◆ **Brief**
Say how many of the lines below contain the word "SØRENSENS"; nothing else belongs in the answer.

** Data to use follows **

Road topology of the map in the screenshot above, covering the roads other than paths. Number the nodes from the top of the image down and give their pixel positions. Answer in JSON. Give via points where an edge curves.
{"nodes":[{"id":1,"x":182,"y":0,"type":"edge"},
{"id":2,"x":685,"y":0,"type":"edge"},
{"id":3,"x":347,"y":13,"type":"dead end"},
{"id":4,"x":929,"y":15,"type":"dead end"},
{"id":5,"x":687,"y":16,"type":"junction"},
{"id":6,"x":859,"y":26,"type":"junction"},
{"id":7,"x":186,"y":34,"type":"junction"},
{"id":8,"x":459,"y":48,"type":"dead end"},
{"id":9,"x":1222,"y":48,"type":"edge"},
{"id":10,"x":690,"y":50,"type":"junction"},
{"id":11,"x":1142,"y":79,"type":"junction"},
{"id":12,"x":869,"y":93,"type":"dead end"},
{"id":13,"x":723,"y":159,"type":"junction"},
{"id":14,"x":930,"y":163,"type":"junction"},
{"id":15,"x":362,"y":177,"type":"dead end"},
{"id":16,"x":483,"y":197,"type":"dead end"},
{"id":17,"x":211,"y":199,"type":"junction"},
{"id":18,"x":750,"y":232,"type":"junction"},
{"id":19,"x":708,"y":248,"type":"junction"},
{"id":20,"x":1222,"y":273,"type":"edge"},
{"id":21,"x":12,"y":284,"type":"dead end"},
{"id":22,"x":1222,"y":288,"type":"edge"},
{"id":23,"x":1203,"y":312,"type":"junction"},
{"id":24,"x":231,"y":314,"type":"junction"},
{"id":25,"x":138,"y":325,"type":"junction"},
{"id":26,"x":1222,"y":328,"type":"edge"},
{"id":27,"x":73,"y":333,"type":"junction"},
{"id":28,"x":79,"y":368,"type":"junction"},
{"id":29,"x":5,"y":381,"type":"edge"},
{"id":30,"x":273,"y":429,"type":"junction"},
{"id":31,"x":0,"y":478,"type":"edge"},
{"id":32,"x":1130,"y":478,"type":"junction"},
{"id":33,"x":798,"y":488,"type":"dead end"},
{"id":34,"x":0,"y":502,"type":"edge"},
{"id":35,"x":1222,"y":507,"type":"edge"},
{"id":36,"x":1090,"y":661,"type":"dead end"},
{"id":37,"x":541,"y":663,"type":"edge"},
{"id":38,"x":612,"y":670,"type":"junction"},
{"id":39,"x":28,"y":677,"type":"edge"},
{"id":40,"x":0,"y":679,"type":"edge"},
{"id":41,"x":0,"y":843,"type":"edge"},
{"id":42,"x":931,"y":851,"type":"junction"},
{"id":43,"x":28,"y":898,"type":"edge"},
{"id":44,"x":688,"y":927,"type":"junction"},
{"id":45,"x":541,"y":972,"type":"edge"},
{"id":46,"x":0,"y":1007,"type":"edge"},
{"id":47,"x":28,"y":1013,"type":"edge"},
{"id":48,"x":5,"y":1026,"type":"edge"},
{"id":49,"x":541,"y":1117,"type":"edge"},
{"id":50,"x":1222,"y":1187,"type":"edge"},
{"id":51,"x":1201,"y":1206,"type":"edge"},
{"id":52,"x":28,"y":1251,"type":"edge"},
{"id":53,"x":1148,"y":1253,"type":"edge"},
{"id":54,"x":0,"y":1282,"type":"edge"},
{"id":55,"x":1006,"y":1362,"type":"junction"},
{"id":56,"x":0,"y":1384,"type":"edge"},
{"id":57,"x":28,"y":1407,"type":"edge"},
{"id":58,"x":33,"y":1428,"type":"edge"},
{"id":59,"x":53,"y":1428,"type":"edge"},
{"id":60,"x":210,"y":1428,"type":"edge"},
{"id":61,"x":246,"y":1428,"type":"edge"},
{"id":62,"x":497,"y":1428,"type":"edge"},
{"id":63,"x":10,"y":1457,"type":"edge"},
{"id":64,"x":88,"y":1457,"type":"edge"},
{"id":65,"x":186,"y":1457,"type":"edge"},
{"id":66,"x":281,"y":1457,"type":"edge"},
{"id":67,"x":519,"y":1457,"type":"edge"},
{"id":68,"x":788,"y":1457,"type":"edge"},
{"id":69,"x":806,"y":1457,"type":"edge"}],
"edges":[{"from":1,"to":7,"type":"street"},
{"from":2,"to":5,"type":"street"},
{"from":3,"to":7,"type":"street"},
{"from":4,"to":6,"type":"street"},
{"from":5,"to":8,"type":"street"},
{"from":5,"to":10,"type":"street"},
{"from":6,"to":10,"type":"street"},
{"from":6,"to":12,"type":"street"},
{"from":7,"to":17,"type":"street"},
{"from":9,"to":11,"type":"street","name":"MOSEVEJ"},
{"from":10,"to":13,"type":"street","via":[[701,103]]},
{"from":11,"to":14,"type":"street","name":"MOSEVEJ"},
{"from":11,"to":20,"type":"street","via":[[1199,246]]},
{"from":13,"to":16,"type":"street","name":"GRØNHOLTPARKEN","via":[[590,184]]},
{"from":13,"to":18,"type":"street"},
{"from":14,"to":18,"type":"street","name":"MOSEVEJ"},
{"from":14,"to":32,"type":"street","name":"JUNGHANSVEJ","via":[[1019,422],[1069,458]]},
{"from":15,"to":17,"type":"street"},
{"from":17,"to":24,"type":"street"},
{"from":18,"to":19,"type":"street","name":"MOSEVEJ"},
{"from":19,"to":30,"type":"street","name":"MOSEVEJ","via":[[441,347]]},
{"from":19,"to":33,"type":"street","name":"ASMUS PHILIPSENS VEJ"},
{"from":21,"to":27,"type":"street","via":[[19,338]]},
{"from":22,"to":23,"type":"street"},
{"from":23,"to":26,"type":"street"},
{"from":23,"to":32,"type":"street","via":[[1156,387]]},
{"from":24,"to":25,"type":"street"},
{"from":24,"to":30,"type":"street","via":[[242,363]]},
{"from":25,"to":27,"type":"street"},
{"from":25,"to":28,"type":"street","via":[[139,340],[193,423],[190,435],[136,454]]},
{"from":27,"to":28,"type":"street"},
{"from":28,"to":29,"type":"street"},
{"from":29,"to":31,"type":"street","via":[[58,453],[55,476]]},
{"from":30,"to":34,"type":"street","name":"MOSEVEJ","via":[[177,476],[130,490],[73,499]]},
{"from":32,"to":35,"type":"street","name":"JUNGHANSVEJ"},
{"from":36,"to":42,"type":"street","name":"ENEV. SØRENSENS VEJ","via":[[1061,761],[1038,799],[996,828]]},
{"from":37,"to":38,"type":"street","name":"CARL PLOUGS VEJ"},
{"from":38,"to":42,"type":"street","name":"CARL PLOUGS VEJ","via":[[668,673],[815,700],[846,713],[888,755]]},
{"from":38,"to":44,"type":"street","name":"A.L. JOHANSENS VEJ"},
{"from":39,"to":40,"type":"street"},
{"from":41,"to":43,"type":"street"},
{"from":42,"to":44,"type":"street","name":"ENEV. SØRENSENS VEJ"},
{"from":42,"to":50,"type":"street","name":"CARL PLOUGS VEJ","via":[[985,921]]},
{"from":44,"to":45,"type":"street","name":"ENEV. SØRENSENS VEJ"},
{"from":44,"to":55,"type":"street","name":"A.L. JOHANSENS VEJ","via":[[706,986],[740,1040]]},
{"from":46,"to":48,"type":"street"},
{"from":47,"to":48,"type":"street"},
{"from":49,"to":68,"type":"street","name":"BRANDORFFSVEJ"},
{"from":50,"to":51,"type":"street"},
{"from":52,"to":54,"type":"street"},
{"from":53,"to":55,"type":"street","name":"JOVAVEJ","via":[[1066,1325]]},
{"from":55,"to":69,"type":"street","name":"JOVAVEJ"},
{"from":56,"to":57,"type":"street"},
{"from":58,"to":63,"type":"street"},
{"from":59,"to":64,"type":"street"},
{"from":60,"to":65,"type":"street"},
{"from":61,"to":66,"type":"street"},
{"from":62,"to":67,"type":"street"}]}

** End of Data to use **

◆ **Result of the task**
3